Dealing With An Unresponsive Major Donor

Hand signal to stop — unresponsive donor

This article is critical in enhancing your career. Read it and absorb it well.

Sometimes, no matter how much care you take with improving relations, a potential major donor gives you radio silence. Perhaps you have met with them several times; they seemed interested in donating, they attended events, and all of a sudden, they are unresponsive. You have tried calling, emailing, and sending letters, but they just aren’t answering.

When this happens, it can be disheartening, especially for those who are new to fundraising. It is essential to realize that this happens more often than major gift officers like to admit. A disconnect between a fundraiser and a major donor is something you will inevitably have to face, and usually when you least expect it.

When you are being pressured to meet fundraising goals and have an unresponsive major donor, it can feel as if it is time to move on. However, even though things seem tough, there are still a few things you can try to re-engage and encourage potential major donors to donate.

Don’t Jump To Conclusions

When you lose contact with a promising potential major donor, it is easy to think that you have done something wrong. You start running all of the scenarios in your head, trying to search for clues as to why they have stopped communicating. When you do this, you will most likely waste time and still only develop hypothetical answers.

The truth is, major donors are ordinary people who have jobs and families demanding their time. They have a list of priorities, and it is possible that donating to your organization simply isn’t at the top. Just because your job places fundraising as a primary focus doesn’t mean that your major donor also feels that way.

They have probably received your emails and didn’t have time to read them. Maybe they went to junk mail. Maybe your letter is sitting unopened on a shelf, tossed aside as they were trying to get their kids out the door to soccer practice. People are busy, but that doesn’t mean they are unwilling to donate. They may not have gotten to it yet.

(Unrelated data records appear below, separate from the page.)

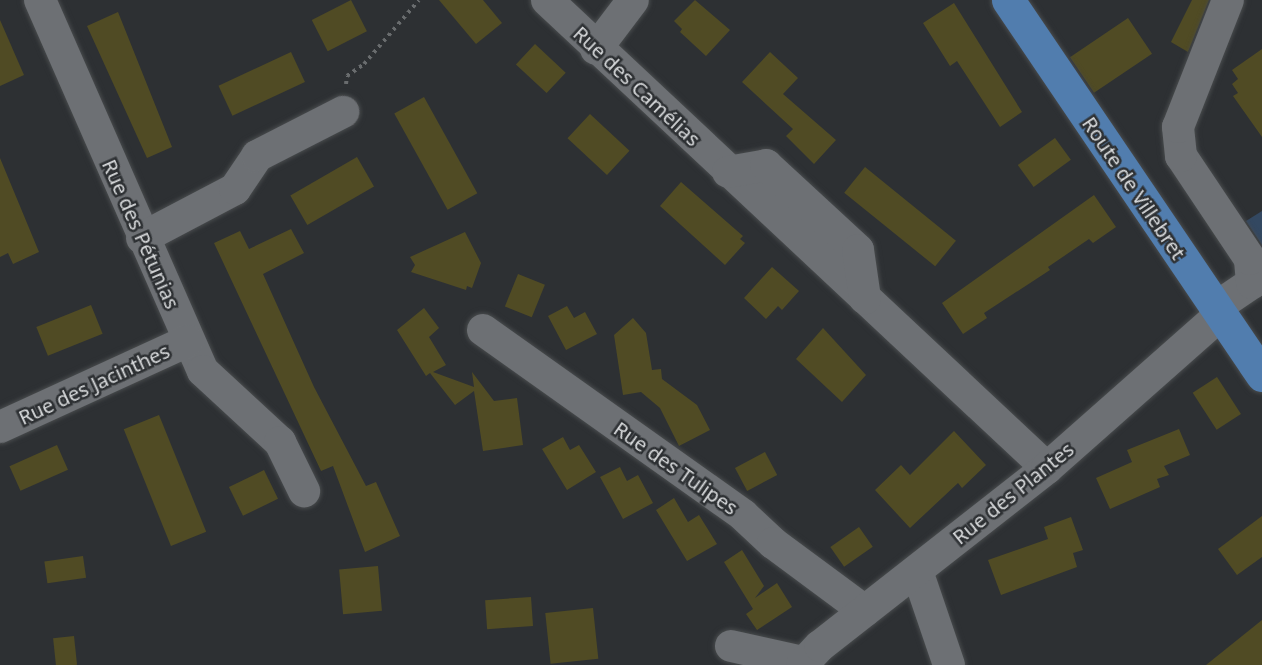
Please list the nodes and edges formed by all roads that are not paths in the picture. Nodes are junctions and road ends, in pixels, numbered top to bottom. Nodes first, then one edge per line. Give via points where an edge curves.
1 (40, 0) edge
2 (547, 0) edge
3 (633, 0) edge
4 (1008, 0) edge
5 (1228, 0) edge
6 (596, 49) junction
7 (343, 112) road end
8 (141, 238) junction
9 (1217, 312) junction
10 (483, 330) dead end
11 (188, 341) junction
12 (1262, 375) edge
13 (0, 427) edge
14 (1047, 468) junction
15 (304, 491) dead end
16 (917, 571) junction
17 (865, 611) junction
18 (731, 646) dead end
19 (803, 664) edge
20 (948, 665) edge

1 - 8 street, Rue des Pétunias
2 - 6 street, Rue des Camélias
3 - 6 street
4 - 9 main road, Route de Villebret
5 - 9 street, Rue des Plantes via 1178,127 1181,156 1250,259 1252,283
6 - 14 street, Rue des Camélias
7 - 8 street via 257,156 235,189
8 - 11 street, Rue des Pétunias
9 - 12 main road, Route de Villebret
9 - 14 street, Rue des Plantes
10 - 17 street, Rue des Tulipes via 743,515 773,543
11 - 13 street, Rue des Jacinthes
11 - 15 street, Rue des Pétunias via 203,371 280,442
14 - 16 street, Rue des Plantes
16 - 17 street, Rue des Plantes
16 - 20 street
17 - 19 street, Rue des Plantes
18 - 19 street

If you know someone who is an acquaintance of the unresponsive major donor, you could try working an inquiry into casual conversation. Ask how they are and see if you can gauge their current circumstances. Be tactful when you do this — it must seem genuine and natural. You may find out that they are traveling, had a new baby, or are starting a new business, all valid reasons for being out of touch.

Try A New Method of Engagement

If you have worn out all the tried and true methods of communication, it may be time to shake things up. Be creative in your processes. It is possible that this major donor may not respond to you, but they may respond to a board member or the executive director for a reason other than fundraising. Once they have been re-engaged, it is possible to discuss monetary contributions again.

Launching a new social media campaign may spark an unresponsive major donor to engage with you on social media. If they have volunteer experience, asking them to volunteer service instead of money may be a better option. The goal at this point is to re-establish communication with them in any way at all. You may have to backtrack on your previous relationship and take steps towards rebuilding the donor-centric aspect.

While any communication is better than no communication, remember that it is okay to take it slow once you have a line of communication with them again. It is possible that they genuinely don’t want to donate at this time, they currently can’t afford it, or they aren’t entirely sold on the organization’s mission. If you jump back in immediately, they may retreat even further because they feel like they are being used only as a funding source.

Allow Breathing Room

If you have tried everything you can think of to re-engage the potential major donor, it may be time to give them some space. This doesn’t mean you need to give up on the idea of ever receiving a donation from them, but it will prevent them from feeling overwhelmed.

Whatever reason the major donor has for backing away from fundraising communication, treat it as valid. People are allowed to change their minds. Refocus on other major donor opportunities that may be lucrative. You may have to look at your donor data again, update it, and see if there are any changes. Maybe someone who didn’t seem likely to donate at the beginning of the year is now a good candidate.

You may find that the unresponsive major donor reaches out to you in a few months when they are ready. Maybe something sparks their interest, and they feel better aligned with your mission. They could even be in the midst of estate planning and let you know that they are interested in a planned giving arrangement. You just never know!

An Unresponsive Major Donor – The Bottom Line

As with all aspects of our lives, sometimes things don’t work out in our favor. It is unfortunate when you have put time and energy into cultivating a relationship that seems to have run its course. In a best-case scenario, you conduct all best practices, and the potential major donor gets in touch. However, if this does not happen, try not to be hard on yourself. Losing communication with a potential major donor is rarely your fault, so don’t let it be career-defining. You can always move on and work with fully engaged contributors who fully welcome the relationship.